Task inputs:
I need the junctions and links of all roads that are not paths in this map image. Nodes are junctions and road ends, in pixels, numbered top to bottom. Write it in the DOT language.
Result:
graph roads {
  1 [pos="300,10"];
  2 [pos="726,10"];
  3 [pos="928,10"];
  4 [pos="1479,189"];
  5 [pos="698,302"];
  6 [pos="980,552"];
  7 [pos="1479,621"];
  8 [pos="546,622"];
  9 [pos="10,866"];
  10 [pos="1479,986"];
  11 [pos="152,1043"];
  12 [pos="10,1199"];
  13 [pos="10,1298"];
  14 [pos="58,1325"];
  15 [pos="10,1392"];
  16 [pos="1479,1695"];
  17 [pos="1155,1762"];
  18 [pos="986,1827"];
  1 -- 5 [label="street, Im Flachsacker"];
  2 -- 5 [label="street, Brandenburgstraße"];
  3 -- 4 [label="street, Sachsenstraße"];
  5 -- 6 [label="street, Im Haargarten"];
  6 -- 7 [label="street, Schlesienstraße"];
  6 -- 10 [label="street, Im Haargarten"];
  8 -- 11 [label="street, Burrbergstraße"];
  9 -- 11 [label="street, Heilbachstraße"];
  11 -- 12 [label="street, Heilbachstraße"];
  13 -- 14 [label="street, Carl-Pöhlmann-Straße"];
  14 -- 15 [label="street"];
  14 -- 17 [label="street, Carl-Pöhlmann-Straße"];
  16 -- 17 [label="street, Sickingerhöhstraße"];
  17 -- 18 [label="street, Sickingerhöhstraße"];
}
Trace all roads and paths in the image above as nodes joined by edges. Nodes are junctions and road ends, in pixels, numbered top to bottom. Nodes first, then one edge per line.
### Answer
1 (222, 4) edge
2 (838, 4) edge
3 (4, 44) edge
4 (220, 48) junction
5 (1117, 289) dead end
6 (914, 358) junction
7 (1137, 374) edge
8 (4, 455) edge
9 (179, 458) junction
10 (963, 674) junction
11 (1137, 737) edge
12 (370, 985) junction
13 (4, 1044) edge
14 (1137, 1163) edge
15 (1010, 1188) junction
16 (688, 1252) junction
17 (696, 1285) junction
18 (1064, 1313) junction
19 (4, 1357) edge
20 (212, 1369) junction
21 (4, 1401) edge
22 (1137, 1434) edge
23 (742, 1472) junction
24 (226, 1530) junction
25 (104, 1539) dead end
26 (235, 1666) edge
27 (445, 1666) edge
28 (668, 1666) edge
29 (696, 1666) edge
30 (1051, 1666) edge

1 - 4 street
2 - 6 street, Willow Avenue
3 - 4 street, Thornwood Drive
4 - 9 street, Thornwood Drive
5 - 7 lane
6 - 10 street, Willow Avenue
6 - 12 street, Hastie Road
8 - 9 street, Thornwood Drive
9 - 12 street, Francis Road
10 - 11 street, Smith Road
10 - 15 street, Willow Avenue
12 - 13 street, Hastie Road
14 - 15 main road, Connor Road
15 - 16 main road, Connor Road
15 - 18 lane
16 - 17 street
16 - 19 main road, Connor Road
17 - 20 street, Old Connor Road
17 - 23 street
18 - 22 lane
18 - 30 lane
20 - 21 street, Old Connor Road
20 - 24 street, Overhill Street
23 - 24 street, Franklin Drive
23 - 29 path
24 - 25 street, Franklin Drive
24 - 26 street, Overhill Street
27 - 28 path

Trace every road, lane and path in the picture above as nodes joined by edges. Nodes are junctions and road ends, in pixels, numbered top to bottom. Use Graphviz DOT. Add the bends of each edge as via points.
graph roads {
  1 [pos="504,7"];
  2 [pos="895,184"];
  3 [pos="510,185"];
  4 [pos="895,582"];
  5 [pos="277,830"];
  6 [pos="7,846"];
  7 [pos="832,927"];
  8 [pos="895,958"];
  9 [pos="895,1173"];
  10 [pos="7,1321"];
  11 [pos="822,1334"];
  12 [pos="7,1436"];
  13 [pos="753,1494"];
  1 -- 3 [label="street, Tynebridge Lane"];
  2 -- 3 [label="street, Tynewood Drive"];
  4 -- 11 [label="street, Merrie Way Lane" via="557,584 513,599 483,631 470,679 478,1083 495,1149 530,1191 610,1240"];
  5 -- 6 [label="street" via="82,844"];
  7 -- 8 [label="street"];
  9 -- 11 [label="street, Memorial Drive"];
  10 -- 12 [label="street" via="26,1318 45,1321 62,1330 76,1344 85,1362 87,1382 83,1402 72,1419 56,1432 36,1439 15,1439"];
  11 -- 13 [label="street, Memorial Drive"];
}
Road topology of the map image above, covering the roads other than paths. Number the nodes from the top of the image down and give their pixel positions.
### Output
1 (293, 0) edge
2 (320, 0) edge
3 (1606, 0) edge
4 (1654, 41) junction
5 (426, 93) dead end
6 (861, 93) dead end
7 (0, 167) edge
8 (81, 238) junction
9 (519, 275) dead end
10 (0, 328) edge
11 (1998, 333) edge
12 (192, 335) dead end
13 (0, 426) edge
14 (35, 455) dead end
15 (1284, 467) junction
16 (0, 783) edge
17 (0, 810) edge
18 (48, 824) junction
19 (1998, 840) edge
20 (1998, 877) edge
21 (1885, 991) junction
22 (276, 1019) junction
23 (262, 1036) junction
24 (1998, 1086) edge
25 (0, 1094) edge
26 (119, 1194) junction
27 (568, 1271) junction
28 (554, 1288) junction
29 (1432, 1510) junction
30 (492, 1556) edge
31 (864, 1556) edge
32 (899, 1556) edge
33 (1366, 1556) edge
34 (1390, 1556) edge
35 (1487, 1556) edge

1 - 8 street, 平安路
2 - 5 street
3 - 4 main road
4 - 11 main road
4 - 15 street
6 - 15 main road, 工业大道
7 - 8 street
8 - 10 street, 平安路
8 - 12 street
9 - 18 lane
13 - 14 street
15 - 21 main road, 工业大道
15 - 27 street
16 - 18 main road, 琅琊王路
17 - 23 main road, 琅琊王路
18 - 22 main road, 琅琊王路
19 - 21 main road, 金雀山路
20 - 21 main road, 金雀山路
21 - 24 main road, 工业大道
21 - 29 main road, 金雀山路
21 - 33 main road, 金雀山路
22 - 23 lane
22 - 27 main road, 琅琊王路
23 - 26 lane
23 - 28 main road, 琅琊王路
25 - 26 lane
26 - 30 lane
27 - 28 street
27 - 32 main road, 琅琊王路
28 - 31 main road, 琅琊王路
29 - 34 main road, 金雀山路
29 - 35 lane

Exercise directions: Please give back the listing in full; each line must match exactly.

Task response:
I need the junctions and links of all roads that are not paths in this map image. Nodes are junctions and road ends, in pixels, numbered top to bottom. Write it in the DOT language.
Result:
graph roads {
  1 [pos="300,10"];
  2 [pos="726,10"];
  3 [pos="928,10"];
  4 [pos="1479,189"];
  5 [pos="698,302"];
  6 [pos="980,552"];
  7 [pos="1479,621"];
  8 [pos="546,622"];
  9 [pos="10,866"];
  10 [pos="1479,986"];
  11 [pos="152,1043"];
  12 [pos="10,1199"];
  13 [pos="10,1298"];
  14 [pos="58,1325"];
  15 [pos="10,1392"];
  16 [pos="1479,1695"];
  17 [pos="1155,1762"];
  18 [pos="986,1827"];
  1 -- 5 [label="street, Im Flachsacker"];
  2 -- 5 [label="street, Brandenburgstraße"];
  3 -- 4 [label="street, Sachsenstraße"];
  5 -- 6 [label="street, Im Haargarten"];
  6 -- 7 [label="street, Schlesienstraße"];
  6 -- 10 [label="street, Im Haargarten"];
  8 -- 11 [label="street, Burrbergstraße"];
  9 -- 11 [label="street, Heilbachstraße"];
  11 -- 12 [label="street, Heilbachstraße"];
  13 -- 14 [label="street, Carl-Pöhlmann-Straße"];
  14 -- 15 [label="street"];
  14 -- 17 [label="street, Carl-Pöhlmann-Straße"];
  16 -- 17 [label="street, Sickingerhöhstraße"];
  17 -- 18 [label="street, Sickingerhöhstraße"];
}
Trace all roads and paths in the image above as nodes joined by edges. Nodes are junctions and road ends, in pixels, numbered top to bottom. Nodes first, then one edge per line.
### Answer
1 (222, 4) edge
2 (838, 4) edge
3 (4, 44) edge
4 (220, 48) junction
5 (1117, 289) dead end
6 (914, 358) junction
7 (1137, 374) edge
8 (4, 455) edge
9 (179, 458) junction
10 (963, 674) junction
11 (1137, 737) edge
12 (370, 985) junction
13 (4, 1044) edge
14 (1137, 1163) edge
15 (1010, 1188) junction
16 (688, 1252) junction
17 (696, 1285) junction
18 (1064, 1313) junction
19 (4, 1357) edge
20 (212, 1369) junction
21 (4, 1401) edge
22 (1137, 1434) edge
23 (742, 1472) junction
24 (226, 1530) junction
25 (104, 1539) dead end
26 (235, 1666) edge
27 (445, 1666) edge
28 (668, 1666) edge
29 (696, 1666) edge
30 (1051, 1666) edge

1 - 4 street
2 - 6 street, Willow Avenue
3 - 4 street, Thornwood Drive
4 - 9 street, Thornwood Drive
5 - 7 lane
6 - 10 street, Willow Avenue
6 - 12 street, Hastie Road
8 - 9 street, Thornwood Drive
9 - 12 street, Francis Road
10 - 11 street, Smith Road
10 - 15 street, Willow Avenue
12 - 13 street, Hastie Road
14 - 15 main road, Connor Road
15 - 16 main road, Connor Road
15 - 18 lane
16 - 17 street
16 - 19 main road, Connor Road
17 - 20 street, Old Connor Road
17 - 23 street
18 - 22 lane
18 - 30 lane
20 - 21 street, Old Connor Road
20 - 24 street, Overhill Street
23 - 24 street, Franklin Drive
23 - 29 path
24 - 25 street, Franklin Drive
24 - 26 street, Overhill Street
27 - 28 path

Trace every road, lane and path in the picture above as nodes joined by edges. Nodes are junctions and road ends, in pixels, numbered top to bottom. Use Graphviz DOT. Add the bends of each edge as via points.
graph roads {
  1 [pos="504,7"];
  2 [pos="895,184"];
  3 [pos="510,185"];
  4 [pos="895,582"];
  5 [pos="277,830"];
  6 [pos="7,846"];
  7 [pos="832,927"];
  8 [pos="895,958"];
  9 [pos="895,1173"];
  10 [pos="7,1321"];
  11 [pos="822,1334"];
  12 [pos="7,1436"];
  13 [pos="753,1494"];
  1 -- 3 [label="street, Tynebridge Lane"];
  2 -- 3 [label="street, Tynewood Drive"];
  4 -- 11 [label="street, Merrie Way Lane" via="557,584 513,599 483,631 470,679 478,1083 495,1149 530,1191 610,1240"];
  5 -- 6 [label="street" via="82,844"];
  7 -- 8 [label="street"];
  9 -- 11 [label="street, Memorial Drive"];
  10 -- 12 [label="street" via="26,1318 45,1321 62,1330 76,1344 85,1362 87,1382 83,1402 72,1419 56,1432 36,1439 15,1439"];
  11 -- 13 [label="street, Memorial Drive"];
}
Road topology of the map image above, covering the roads other than paths. Number the nodes from the top of the image down and give their pixel positions.
### Output
1 (293, 0) edge
2 (320, 0) edge
3 (1606, 0) edge
4 (1654, 41) junction
5 (426, 93) dead end
6 (861, 93) dead end
7 (0, 167) edge
8 (81, 238) junction
9 (519, 275) dead end
10 (0, 328) edge
11 (1998, 333) edge
12 (192, 335) dead end
13 (0, 426) edge
14 (35, 455) dead end
15 (1284, 467) junction
16 (0, 783) edge
17 (0, 810) edge
18 (48, 824) junction
19 (1998, 840) edge
20 (1998, 877) edge
21 (1885, 991) junction
22 (276, 1019) junction
23 (262, 1036) junction
24 (1998, 1086) edge
25 (0, 1094) edge
26 (119, 1194) junction
27 (568, 1271) junction
28 (554, 1288) junction
29 (1432, 1510) junction
30 (492, 1556) edge
31 (864, 1556) edge
32 (899, 1556) edge
33 (1366, 1556) edge
34 (1390, 1556) edge
35 (1487, 1556) edge

1 - 8 street, 平安路
2 - 5 street
3 - 4 main road
4 - 11 main road
4 - 15 street
6 - 15 main road, 工业大道
7 - 8 street
8 - 10 street, 平安路
8 - 12 street
9 - 18 lane
13 - 14 street
15 - 21 main road, 工业大道
15 - 27 street
16 - 18 main road, 琅琊王路
17 - 23 main road, 琅琊王路
18 - 22 main road, 琅琊王路
19 - 21 main road, 金雀山路
20 - 21 main road, 金雀山路
21 - 24 main road, 工业大道
21 - 29 main road, 金雀山路
21 - 33 main road, 金雀山路
22 - 23 lane
22 - 27 main road, 琅琊王路
23 - 26 lane
23 - 28 main road, 琅琊王路
25 - 26 lane
26 - 30 lane
27 - 28 street
27 - 32 main road, 琅琊王路
28 - 31 main road, 琅琊王路
29 - 34 main road, 金雀山路
29 - 35 lane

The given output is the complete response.